井上晃 筆者としては久しぶりの参加となったInterBEE2019。日本における映像の祭典の雰囲気を十分味わいながら感じたことをデイリーリポートとして記そう。正直言うとHDから4K、そして8Kへと高解像度化のみを目標とする映像業界昨今のトレンドは、もう踊り場に差し掛かっているのでは、というのが正直な気持ちだった。

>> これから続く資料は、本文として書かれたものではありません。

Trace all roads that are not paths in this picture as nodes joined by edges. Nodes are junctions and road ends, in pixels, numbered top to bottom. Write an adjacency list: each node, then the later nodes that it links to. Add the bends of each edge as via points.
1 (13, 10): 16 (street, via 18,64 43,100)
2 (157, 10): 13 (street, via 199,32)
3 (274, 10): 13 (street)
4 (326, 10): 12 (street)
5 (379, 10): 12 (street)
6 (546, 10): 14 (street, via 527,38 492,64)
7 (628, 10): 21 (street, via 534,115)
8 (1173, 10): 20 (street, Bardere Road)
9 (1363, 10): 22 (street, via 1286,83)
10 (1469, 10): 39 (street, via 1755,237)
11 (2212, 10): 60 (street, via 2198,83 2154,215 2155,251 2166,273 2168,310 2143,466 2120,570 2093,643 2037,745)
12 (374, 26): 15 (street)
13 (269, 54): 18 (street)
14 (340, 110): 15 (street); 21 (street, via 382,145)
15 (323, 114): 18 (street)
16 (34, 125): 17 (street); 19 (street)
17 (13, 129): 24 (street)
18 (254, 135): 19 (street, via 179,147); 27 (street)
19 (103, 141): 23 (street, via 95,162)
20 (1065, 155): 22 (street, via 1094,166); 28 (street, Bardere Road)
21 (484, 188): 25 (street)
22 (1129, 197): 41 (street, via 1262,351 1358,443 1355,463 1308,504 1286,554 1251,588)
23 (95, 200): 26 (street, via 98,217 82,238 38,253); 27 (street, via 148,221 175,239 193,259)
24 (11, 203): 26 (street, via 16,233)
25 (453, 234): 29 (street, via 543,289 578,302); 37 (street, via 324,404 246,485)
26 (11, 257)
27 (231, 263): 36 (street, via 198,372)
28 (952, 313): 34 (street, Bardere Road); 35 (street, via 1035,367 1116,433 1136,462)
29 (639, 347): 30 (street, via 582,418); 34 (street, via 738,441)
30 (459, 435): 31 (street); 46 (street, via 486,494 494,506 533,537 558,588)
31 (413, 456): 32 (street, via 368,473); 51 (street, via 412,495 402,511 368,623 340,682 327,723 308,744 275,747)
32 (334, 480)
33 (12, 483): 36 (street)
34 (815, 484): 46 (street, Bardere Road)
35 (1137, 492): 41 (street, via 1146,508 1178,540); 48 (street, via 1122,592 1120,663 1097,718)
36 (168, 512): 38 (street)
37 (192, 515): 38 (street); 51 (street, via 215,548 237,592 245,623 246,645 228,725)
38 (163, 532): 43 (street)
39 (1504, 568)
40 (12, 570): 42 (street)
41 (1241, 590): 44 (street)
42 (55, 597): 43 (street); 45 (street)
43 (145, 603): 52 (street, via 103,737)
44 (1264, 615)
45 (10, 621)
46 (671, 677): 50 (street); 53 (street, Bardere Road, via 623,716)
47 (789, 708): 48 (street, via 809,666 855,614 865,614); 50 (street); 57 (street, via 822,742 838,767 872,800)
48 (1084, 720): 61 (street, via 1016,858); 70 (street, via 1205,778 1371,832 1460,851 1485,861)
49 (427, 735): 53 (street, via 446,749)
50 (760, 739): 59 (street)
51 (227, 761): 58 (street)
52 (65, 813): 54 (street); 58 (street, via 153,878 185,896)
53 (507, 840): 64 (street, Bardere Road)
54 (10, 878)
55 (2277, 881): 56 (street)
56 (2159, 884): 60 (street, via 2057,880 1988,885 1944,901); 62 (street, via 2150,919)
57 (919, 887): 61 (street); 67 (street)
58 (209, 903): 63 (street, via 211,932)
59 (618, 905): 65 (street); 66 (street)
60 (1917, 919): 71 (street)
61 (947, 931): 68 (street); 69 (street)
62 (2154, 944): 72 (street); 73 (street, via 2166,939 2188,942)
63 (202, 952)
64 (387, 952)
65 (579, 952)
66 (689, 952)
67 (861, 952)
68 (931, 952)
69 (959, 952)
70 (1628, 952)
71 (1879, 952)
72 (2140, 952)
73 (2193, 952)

筆者が得意とするスイッチャー関連の機器も、とうとう8K対応のスイッチャーまで現れ、しかもそれは4K、HDでも有効活用出来る製品を前にしては、もうこれ以上何を求めるのか? これ以上何を付け加えるのだという疑問しか見えなくなった。今回リポートしたBlackmagic Design、Rolandの製品などは、今年4月から夏までに発表去れた製品群であり、今現在リポートすべき機器としてはいささか旧聞になってしまったかとも思ったが、ブースも近い範囲で回ってみると、その踊り場に差し掛かってしまったかと思われたスイッチャー機器も、各メーカーならではの更なる提案があって楽しかった。
特にスイッチャー製品としては、4Kなどは当たり前という状況を目前として、実際のライブプロダクションの現場として4Kを活用する日はまだまだ遠い状況を考えると、4Kカメラもまだまだ必要無いかも…と思わせる今の筆者の頭をリセットするような新たな提案、ROIや、将来の備えとしての4K機能という説明をされると、それは得心がいくものいくものとなったのは事実だ。
今回リポートでは取り上げられなかったが、パナソニックの4Kスイッチャーでも実装を検討しているROI機能は、スイッチャーに4Kカメラを繋げる意味を与える素晴らしい機能であると思う。それはスイッチャーを中心としたライブプロダクションをより多彩に彩るものでもあると思うし、そこには新たな制作スタイルをもたらすものでもあると思う。
今回特に感じたのは、このように従来の制作スタイルを固持せず柔軟な考え方の必要性だ。映像制作のスタイルは日々更新されていく。新たな制作スタイルに対応し、その効率を獲得したものが未来への扉を開いていくのではないだろうか。そんなことを感じたInterBEE2019であった。
土持幸三 今年のInterBEE2019、行くまでは「これ!」という目玉製品なりサービスがなかったのだが、丁寧に小さなブースを周ってみると興味深いものが多く見つかった。まずはエミックの「打ち合わせなし、Web上でデザイン」とうたった、カメラやレンズ機材用ケースの内装を自分でデザインできるケース。カメラにケージ、アクセサリーを付けたままカメラをケースに収めることができればいいなぁ、と思っていた筆者にとって、ピッタリの製品で価格もリーズナブル、すぐにでも欲しいと思った。KUPOのスタンドも、もう少しだけ小さければ最高なのだが、簡単に連結できて運びやすく、使い手の立場に立った工夫が感じされた。
大きなブランドの製品はもちろん魅力的なものが多いのだが、筆者は小さなブースで制作意図や工夫など、人々の話を聞いて周るのがInterBEEの醍醐味だと思っている。最後に見た電気が調味料になる?といったような「何故ここで?」と驚くほど楽しいブースもあるので、毎回見逃さないよう、小さなブースから先に見るようにしている。